> EXERCISE
Starting from the first line below, count every line holding the word "Answer", then state the total alone.
### SOURCE DATA
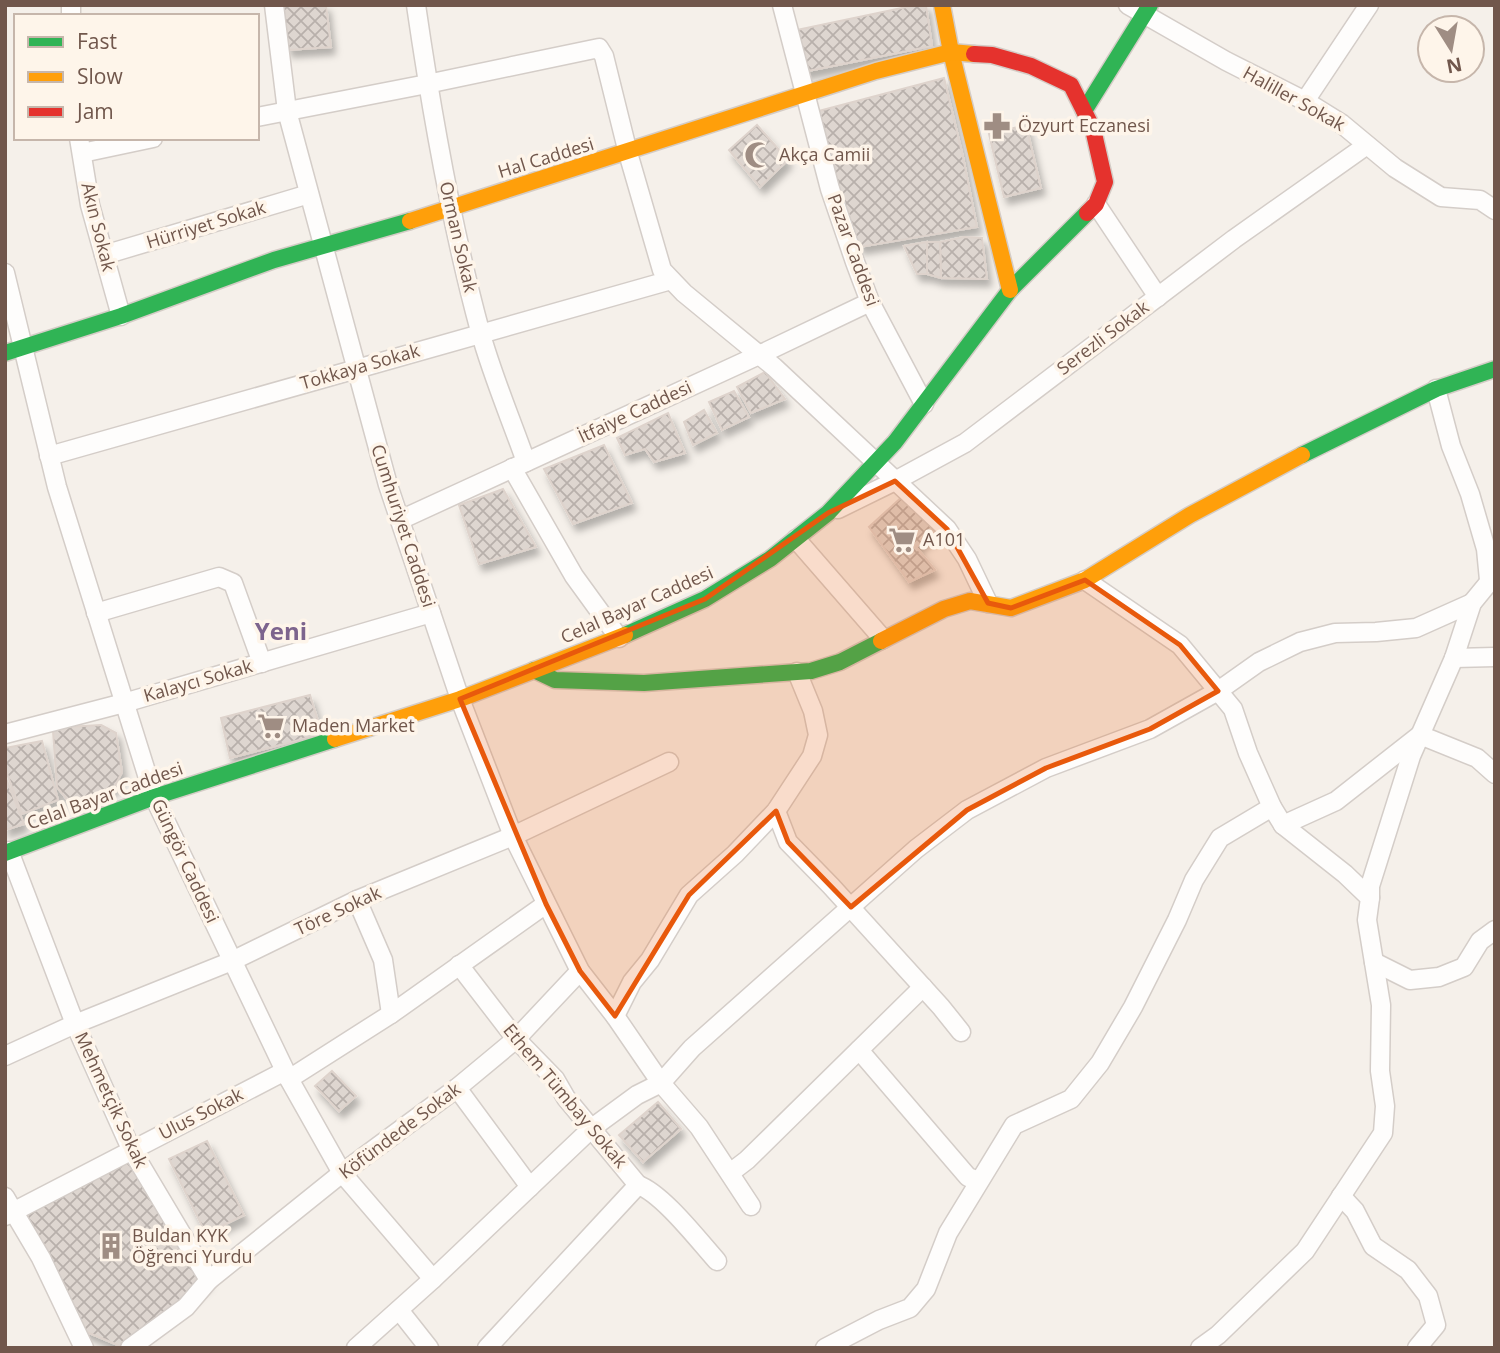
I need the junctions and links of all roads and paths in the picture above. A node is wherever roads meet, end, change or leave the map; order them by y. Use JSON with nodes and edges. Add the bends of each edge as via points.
{"nodes":[{"id":1,"x":274,"y":5,"type":"edge"},
{"id":2,"x":416,"y":5,"type":"edge"},
{"id":3,"x":782,"y":5,"type":"edge"},
{"id":4,"x":942,"y":5,"type":"edge"},
{"id":5,"x":1128,"y":5,"type":"edge"},
{"id":6,"x":1369,"y":5,"type":"edge"},
{"id":7,"x":1147,"y":10,"type":"edge"},
{"id":8,"x":951,"y":52,"type":"junction"},
{"id":9,"x":427,"y":84,"type":"junction"},
{"id":10,"x":806,"y":94,"type":"junction"},
{"id":11,"x":1305,"y":101,"type":"junction"},
{"id":12,"x":287,"y":111,"type":"junction"},
{"id":13,"x":1084,"y":111,"type":"junction"},
{"id":14,"x":259,"y":117,"type":"edge"},
{"id":15,"x":135,"y":140,"type":"edge"},
{"id":16,"x":1367,"y":145,"type":"junction"},
{"id":17,"x":80,"y":146,"type":"edge"},
{"id":18,"x":628,"y":153,"type":"junction"},
{"id":19,"x":309,"y":194,"type":"junction"},
{"id":20,"x":1096,"y":204,"type":"junction"},
{"id":21,"x":450,"y":209,"type":"junction"},
{"id":22,"x":1495,"y":210,"type":"edge"},
{"id":23,"x":322,"y":246,"type":"junction"},
{"id":24,"x":104,"y":254,"type":"junction"},
{"id":25,"x":5,"y":273,"type":"edge"},
{"id":26,"x":671,"y":279,"type":"junction"},
{"id":27,"x":1010,"y":290,"type":"junction"},
{"id":28,"x":1158,"y":297,"type":"junction"},
{"id":29,"x":870,"y":302,"type":"junction"},
{"id":30,"x":121,"y":316,"type":"junction"},
{"id":31,"x":481,"y":333,"type":"junction"},
{"id":32,"x":23,"y":347,"type":"junction"},
{"id":33,"x":5,"y":353,"type":"edge"},
{"id":34,"x":760,"y":355,"type":"junction"},
{"id":35,"x":356,"y":369,"type":"junction"},
{"id":36,"x":1495,"y":369,"type":"edge"},
{"id":37,"x":1436,"y":388,"type":"junction"},
{"id":38,"x":924,"y":404,"type":"junction"},
{"id":39,"x":49,"y":456,"type":"junction"},
{"id":40,"x":875,"y":464,"type":"junction"},
{"id":41,"x":519,"y":465,"type":"junction"},
{"id":42,"x":895,"y":481,"type":"junction"},
{"id":43,"x":828,"y":513,"type":"junction"},
{"id":44,"x":400,"y":520,"type":"junction"},
{"id":45,"x":796,"y":539,"type":"junction"},
{"id":46,"x":1492,"y":577,"type":"edge"},
{"id":47,"x":1084,"y":580,"type":"junction"},
{"id":48,"x":988,"y":603,"type":"junction"},
{"id":49,"x":1472,"y":603,"type":"junction"},
{"id":50,"x":96,"y":613,"type":"junction"},
{"id":51,"x":431,"y":613,"type":"junction"},
{"id":52,"x":619,"y":638,"type":"junction"},
{"id":53,"x":883,"y":639,"type":"junction"},
{"id":54,"x":1495,"y":657,"type":"edge"},
{"id":55,"x":1454,"y":658,"type":"junction"},
{"id":56,"x":262,"y":663,"type":"junction"},
{"id":57,"x":534,"y":670,"type":"junction"},
{"id":58,"x":797,"y":672,"type":"junction"},
{"id":59,"x":1218,"y":691,"type":"junction"},
{"id":60,"x":460,"y":699,"type":"junction"},
{"id":61,"x":124,"y":703,"type":"junction"},
{"id":62,"x":5,"y":734,"type":"edge"},
{"id":63,"x":1420,"y":736,"type":"junction"},
{"id":64,"x":669,"y":762,"type":"dead end"},
{"id":65,"x":1495,"y":774,"type":"edge"},
{"id":66,"x":154,"y":797,"type":"junction"},
{"id":67,"x":1272,"y":807,"type":"junction"},
{"id":68,"x":776,"y":811,"type":"junction"},
{"id":69,"x":1283,"y":825,"type":"junction"},
{"id":70,"x":513,"y":836,"type":"junction"},
{"id":71,"x":7,"y":852,"type":"edge"},
{"id":72,"x":1370,"y":898,"type":"junction"},
{"id":73,"x":357,"y":900,"type":"junction"},
{"id":74,"x":546,"y":904,"type":"junction"},
{"id":75,"x":851,"y":908,"type":"junction"},
{"id":76,"x":1495,"y":930,"type":"edge"},
{"id":77,"x":232,"y":961,"type":"junction"},
{"id":78,"x":1374,"y":962,"type":"junction"},
{"id":79,"x":459,"y":965,"type":"junction"},
{"id":80,"x":580,"y":971,"type":"junction"},
{"id":81,"x":923,"y":987,"type":"junction"},
{"id":82,"x":391,"y":1014,"type":"junction"},
{"id":83,"x":615,"y":1016,"type":"junction"},
{"id":84,"x":75,"y":1024,"type":"junction"},
{"id":85,"x":961,"y":1032,"type":"dead end"},
{"id":86,"x":516,"y":1040,"type":"junction"},
{"id":87,"x":859,"y":1050,"type":"junction"},
{"id":88,"x":5,"y":1056,"type":"edge"},
{"id":89,"x":287,"y":1075,"type":"junction"},
{"id":90,"x":661,"y":1083,"type":"junction"},
{"id":91,"x":457,"y":1088,"type":"junction"},
{"id":92,"x":592,"y":1128,"type":"junction"},
{"id":93,"x":131,"y":1149,"type":"junction"},
{"id":94,"x":730,"y":1172,"type":"junction"},
{"id":95,"x":342,"y":1173,"type":"junction"},
{"id":96,"x":979,"y":1181,"type":"junction"},
{"id":97,"x":638,"y":1185,"type":"junction"},
{"id":98,"x":530,"y":1187,"type":"junction"},
{"id":99,"x":1341,"y":1196,"type":"junction"},
{"id":100,"x":751,"y":1206,"type":"dead end"},
{"id":101,"x":8,"y":1208,"type":"edge"},
{"id":102,"x":717,"y":1261,"type":"dead end"},
{"id":103,"x":433,"y":1279,"type":"junction"},
{"id":104,"x":209,"y":1280,"type":"junction"},
{"id":105,"x":399,"y":1310,"type":"junction"},
{"id":106,"x":84,"y":1348,"type":"edge"},
{"id":107,"x":130,"y":1348,"type":"edge"},
{"id":108,"x":356,"y":1348,"type":"edge"},
{"id":109,"x":429,"y":1348,"type":"edge"},
{"id":110,"x":487,"y":1348,"type":"edge"},
{"id":111,"x":825,"y":1348,"type":"edge"},
{"id":112,"x":1200,"y":1348,"type":"edge"},
{"id":113,"x":1417,"y":1348,"type":"edge"}],
"edges":[{"from":1,"to":12,"type":"street","name":"Cumhuriyet Caddesi"},
{"from":2,"to":9,"type":"street","name":"Orman Sokak"},
{"from":3,"to":10,"type":"street","name":"Pazar Caddesi"},
{"from":4,"to":8,"type":"street"},
{"from":5,"to":7,"type":"street","name":"Haliller Sokak"},
{"from":6,"to":11,"type":"street"},
{"from":7,"to":11,"type":"street","name":"Haliller Sokak","via":[[1226,61]]},
{"from":7,"to":13,"type":"street"},
{"from":8,"to":10,"type":"street","name":"Hal Caddesi"},
{"from":8,"to":13,"type":"street","name":"Hal Caddesi","via":[[992,54],[1031,66],[1071,85]]},
{"from":8,"to":27,"type":"street"},
{"from":9,"to":12,"type":"street"},
{"from":9,"to":18,"type":"street","via":[[599,48]]},
{"from":9,"to":21,"type":"street","name":"Orman Sokak"},
{"from":10,"to":18,"type":"street","name":"Hal Caddesi"},
{"from":10,"to":29,"type":"street","name":"Pazar Caddesi","via":[[831,189]]},
{"from":11,"to":16,"type":"street","name":"Haliller Sokak"},
{"from":12,"to":14,"type":"street"},
{"from":12,"to":19,"type":"street","name":"Cumhuriyet Caddesi"},
{"from":13,"to":20,"type":"street","via":[[1093,129],[1105,182]]},
{"from":15,"to":17,"type":"street"},
{"from":16,"to":22,"type":"street","name":"Haliller Sokak","via":[[1441,197],[1480,200]]},
{"from":16,"to":28,"type":"street","name":"Serezli Sokak"},
{"from":17,"to":24,"type":"street","name":"Akın Sokak"},
{"from":18,"to":21,"type":"street","name":"Hal Caddesi"},
{"from":18,"to":26,"type":"street","via":[[662,270]]},
{"from":19,"to":23,"type":"street","name":"Cumhuriyet Caddesi"},
{"from":19,"to":24,"type":"street","name":"Hürriyet Sokak"},
{"from":20,"to":27,"type":"street","name":"Celal Bayar Caddesi"},
{"from":20,"to":28,"type":"street"},
{"from":21,"to":23,"type":"street","name":"Hal Caddesi"},
{"from":21,"to":31,"type":"street","name":"Orman Sokak"},
{"from":23,"to":30,"type":"street","name":"Hal Caddesi"},
{"from":23,"to":35,"type":"street","name":"Cumhuriyet Caddesi"},
{"from":24,"to":30,"type":"street","name":"Akın Sokak"},
{"from":25,"to":32,"type":"street","name":"Güngör Caddesi"},
{"from":26,"to":31,"type":"street","name":"Tokkaya Sokak"},
{"from":26,"to":34,"type":"street"},
{"from":27,"to":38,"type":"street","name":"Celal Bayar Caddesi"},
{"from":28,"to":42,"type":"street","name":"Serezli Sokak","via":[[965,443]]},
{"from":29,"to":34,"type":"street","name":"İtfaiye Caddesi"},
{"from":29,"to":38,"type":"street","name":"Pazar Caddesi"},
{"from":30,"to":32,"type":"street","name":"Hal Caddesi"},
{"from":31,"to":35,"type":"street","name":"Tokkaya Sokak"},
{"from":31,"to":41,"type":"street","name":"Orman Sokak"},
{"from":32,"to":33,"type":"street","name":"Hal Caddesi"},
{"from":32,"to":39,"type":"street","name":"Güngör Caddesi"},
{"from":34,"to":40,"type":"street"},
{"from":34,"to":41,"type":"street","name":"İtfaiye Caddesi"},
{"from":35,"to":39,"type":"street","name":"Tokkaya Sokak"},
{"from":35,"to":44,"type":"street","name":"Cumhuriyet Caddesi"},
{"from":36,"to":37,"type":"street"},
{"from":37,"to":46,"type":"street"},
{"from":37,"to":47,"type":"street","via":[[1190,515]]},
{"from":38,"to":40,"type":"street","name":"Celal Bayar Caddesi"},
{"from":39,"to":50,"type":"street","name":"Güngör Caddesi"},
{"from":40,"to":42,"type":"street"},
{"from":40,"to":43,"type":"street","name":"Celal Bayar Caddesi"},
{"from":41,"to":44,"type":"street","name":"İtfaiye Caddesi"},
{"from":41,"to":52,"type":"street","name":"Orman Sokak","via":[[574,576]]},
{"from":42,"to":43,"type":"street","name":"Serezli Sokak"},
{"from":42,"to":48,"type":"street","via":[[947,529]]},
{"from":43,"to":45,"type":"street","name":"Celal Bayar Caddesi"},
{"from":44,"to":51,"type":"street","name":"Cumhuriyet Caddesi"},
{"from":45,"to":52,"type":"street","name":"Celal Bayar Caddesi","via":[[705,599]]},
{"from":45,"to":53,"type":"street"},
{"from":46,"to":49,"type":"street"},
{"from":47,"to":48,"type":"street","via":[[1012,608]]},
{"from":47,"to":59,"type":"street","via":[[1180,645]]},
{"from":48,"to":53,"type":"street","via":[[970,601],[944,609]]},
{"from":49,"to":55,"type":"street"},
{"from":49,"to":59,"type":"street","via":[[1416,628],[1335,633],[1300,642],[1259,662]]},
{"from":50,"to":56,"type":"street","via":[[219,577],[233,583]]},
{"from":50,"to":61,"type":"street","name":"Güngör Caddesi"},
{"from":51,"to":56,"type":"street","name":"Kalaycı Sokak"},
{"from":51,"to":60,"type":"street","name":"Cumhuriyet Caddesi"},
{"from":52,"to":57,"type":"street","name":"Celal Bayar Caddesi"},
{"from":53,"to":58,"type":"street","via":[[840,662]]},
{"from":54,"to":55,"type":"street"},
{"from":55,"to":63,"type":"street"},
{"from":56,"to":61,"type":"street","name":"Kalaycı Sokak"},
{"from":57,"to":58,"type":"street","via":[[555,680],[644,683]]},
{"from":57,"to":60,"type":"street","name":"Celal Bayar Caddesi"},
{"from":58,"to":68,"type":"street","via":[[814,711],[818,735],[812,756]]},
{"from":59,"to":67,"type":"street","via":[[1233,709]]},
{"from":59,"to":75,"type":"street","via":[[1150,729],[1046,768],[967,810]]},
{"from":60,"to":66,"type":"street","name":"Celal Bayar Caddesi"},
{"from":60,"to":70,"type":"street","name":"Cumhuriyet Caddesi"},
{"from":61,"to":62,"type":"street","name":"Kalaycı Sokak"},
{"from":61,"to":66,"type":"street","name":"Güngör Caddesi"},
{"from":63,"to":65,"type":"street","via":[[1477,758]]},
{"from":63,"to":69,"type":"street","via":[[1336,801]]},
{"from":63,"to":72,"type":"street","via":[[1391,816]]},
{"from":64,"to":70,"type":"street","name":"Töre Sokak"},
{"from":66,"to":71,"type":"street","name":"Celal Bayar Caddesi"},
{"from":66,"to":77,"type":"street","name":"Güngör Caddesi"},
{"from":67,"to":69,"type":"street"},
{"from":67,"to":96,"type":"street","via":[[1220,838],[1100,1063],[1071,1099],[1014,1125]]},
{"from":68,"to":75,"type":"street","via":[[788,842]]},
{"from":68,"to":83,"type":"street","via":[[689,895]]},
{"from":69,"to":72,"type":"street"},
{"from":70,"to":73,"type":"street","name":"Töre Sokak"},
{"from":70,"to":74,"type":"street","name":"Cumhuriyet Caddesi"},
{"from":71,"to":84,"type":"street","name":"Mehmetçik Sokak"},
{"from":72,"to":78,"type":"street","via":[[1367,920]]},
{"from":73,"to":77,"type":"street","name":"Töre Sokak"},
{"from":73,"to":82,"type":"street","via":[[383,960]]},
{"from":74,"to":79,"type":"street","name":"Ulus Sokak"},
{"from":74,"to":80,"type":"street","name":"Cumhuriyet Caddesi"},
{"from":75,"to":81,"type":"street"},
{"from":75,"to":90,"type":"street","via":[[692,1048]]},
{"from":76,"to":78,"type":"street","via":[[1480,941],[1464,967],[1439,977],[1410,979]]},
{"from":77,"to":84,"type":"street","name":"Töre Sokak"},
{"from":77,"to":89,"type":"street","name":"Güngör Caddesi"},
{"from":78,"to":99,"type":"street","via":[[1381,1005],[1383,1133]]},
{"from":79,"to":82,"type":"street","name":"Ulus Sokak"},
{"from":79,"to":86,"type":"street","name":"Ethem Tümbay Sokak"},
{"from":80,"to":83,"type":"street","name":"Cumhuriyet Caddesi"},
{"from":80,"to":86,"type":"street","name":"Köfündede Sokak"},
{"from":81,"to":85,"type":"street"},
{"from":81,"to":87,"type":"street"},
{"from":82,"to":89,"type":"street","name":"Ulus Sokak"},
{"from":83,"to":90,"type":"street","name":"Cumhuriyet Caddesi"},
{"from":84,"to":88,"type":"street","name":"Töre Sokak"},
{"from":84,"to":93,"type":"street","name":"Mehmetçik Sokak"},
{"from":86,"to":91,"type":"street","name":"Köfündede Sokak"},
{"from":86,"to":92,"type":"street","name":"Ethem Tümbay Sokak","via":[[555,1079]]},
{"from":87,"to":94,"type":"street"},
{"from":87,"to":96,"type":"street","via":[[968,1177]]},
{"from":89,"to":93,"type":"street","name":"Ulus Sokak"},
{"from":89,"to":95,"type":"street","name":"Güngör Caddesi"},
{"from":90,"to":92,"type":"street"},
{"from":90,"to":94,"type":"street","name":"Cumhuriyet Caddesi"},
{"from":91,"to":95,"type":"street","name":"Köfündede Sokak"},
{"from":91,"to":98,"type":"street"},
{"from":92,"to":97,"type":"street","name":"Ethem Tümbay Sokak"},
{"from":92,"to":98,"type":"street"},
{"from":93,"to":101,"type":"street","name":"Ulus Sokak"},
{"from":93,"to":104,"type":"street","name":"Mehmetçik Sokak"},
{"from":94,"to":100,"type":"street","name":"Cumhuriyet Caddesi"},
{"from":95,"to":103,"type":"street","name":"Güngör Caddesi"},
{"from":95,"to":104,"type":"street","name":"Köfündede Sokak"},
{"from":96,"to":111,"type":"street","via":[[948,1233],[926,1289],[910,1308]]},
{"from":97,"to":102,"type":"street","via":[[663,1202]]},
{"from":97,"to":110,"type":"street","name":"Ethem Tümbay Sokak"},
{"from":98,"to":103,"type":"street"},
{"from":99,"to":112,"type":"street","via":[[1305,1251]]},
{"from":99,"to":113,"type":"street","via":[[1355,1211],[1373,1246],[1408,1270],[1428,1296],[1436,1325]]},
{"from":101,"to":106,"type":"street","via":[[41,1258]]},
{"from":103,"to":105,"type":"street"},
{"from":104,"to":107,"type":"street","via":[[186,1307]]},
{"from":105,"to":108,"type":"street"},
{"from":105,"to":109,"type":"street"}]}
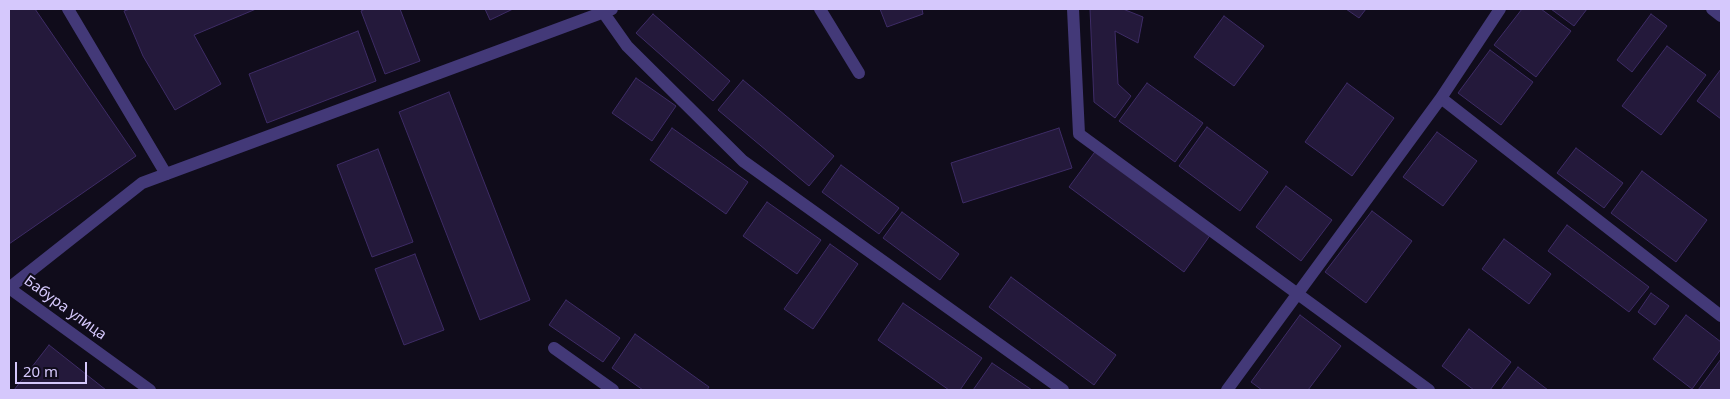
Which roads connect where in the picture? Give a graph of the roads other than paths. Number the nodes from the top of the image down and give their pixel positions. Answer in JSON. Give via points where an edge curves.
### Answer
{"nodes":[{"id":1,"x":68,"y":9,"type":"edge"},
{"id":2,"x":820,"y":9,"type":"edge"},
{"id":3,"x":1073,"y":9,"type":"edge"},
{"id":4,"x":1500,"y":9,"type":"edge"},
{"id":5,"x":1712,"y":9,"type":"edge"},
{"id":6,"x":608,"y":10,"type":"edge"},
{"id":7,"x":1721,"y":16,"type":"edge"},
{"id":8,"x":859,"y":72,"type":"dead end"},
{"id":9,"x":1441,"y":98,"type":"junction"},
{"id":10,"x":166,"y":174,"type":"junction"},
{"id":11,"x":9,"y":288,"type":"edge"},
{"id":12,"x":1298,"y":293,"type":"junction"},
{"id":13,"x":1721,"y":316,"type":"edge"},
{"id":14,"x":554,"y":348,"type":"dead end"},
{"id":15,"x":150,"y":390,"type":"edge"},
{"id":16,"x":613,"y":390,"type":"edge"},
{"id":17,"x":1062,"y":390,"type":"edge"},
{"id":18,"x":1227,"y":390,"type":"edge"},
{"id":19,"x":1429,"y":390,"type":"edge"}],
"edges":[{"from":1,"to":10,"type":"street"},
{"from":2,"to":8,"type":"street"},
{"from":3,"to":12,"type":"street","via":[[1079,134]]},
{"from":4,"to":9,"type":"street"},
{"from":5,"to":7,"type":"street"},
{"from":6,"to":10,"type":"street"},
{"from":6,"to":17,"type":"street","via":[[627,46],[743,161]]},
{"from":9,"to":12,"type":"street"},
{"from":9,"to":13,"type":"street"},
{"from":10,"to":11,"type":"street","via":[[142,183]]},
{"from":11,"to":15,"type":"street","name":"Бабура улица"},
{"from":12,"to":18,"type":"street"},
{"from":12,"to":19,"type":"street"},
{"from":14,"to":16,"type":"street"}]}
######
> YOUR SOLUTION
2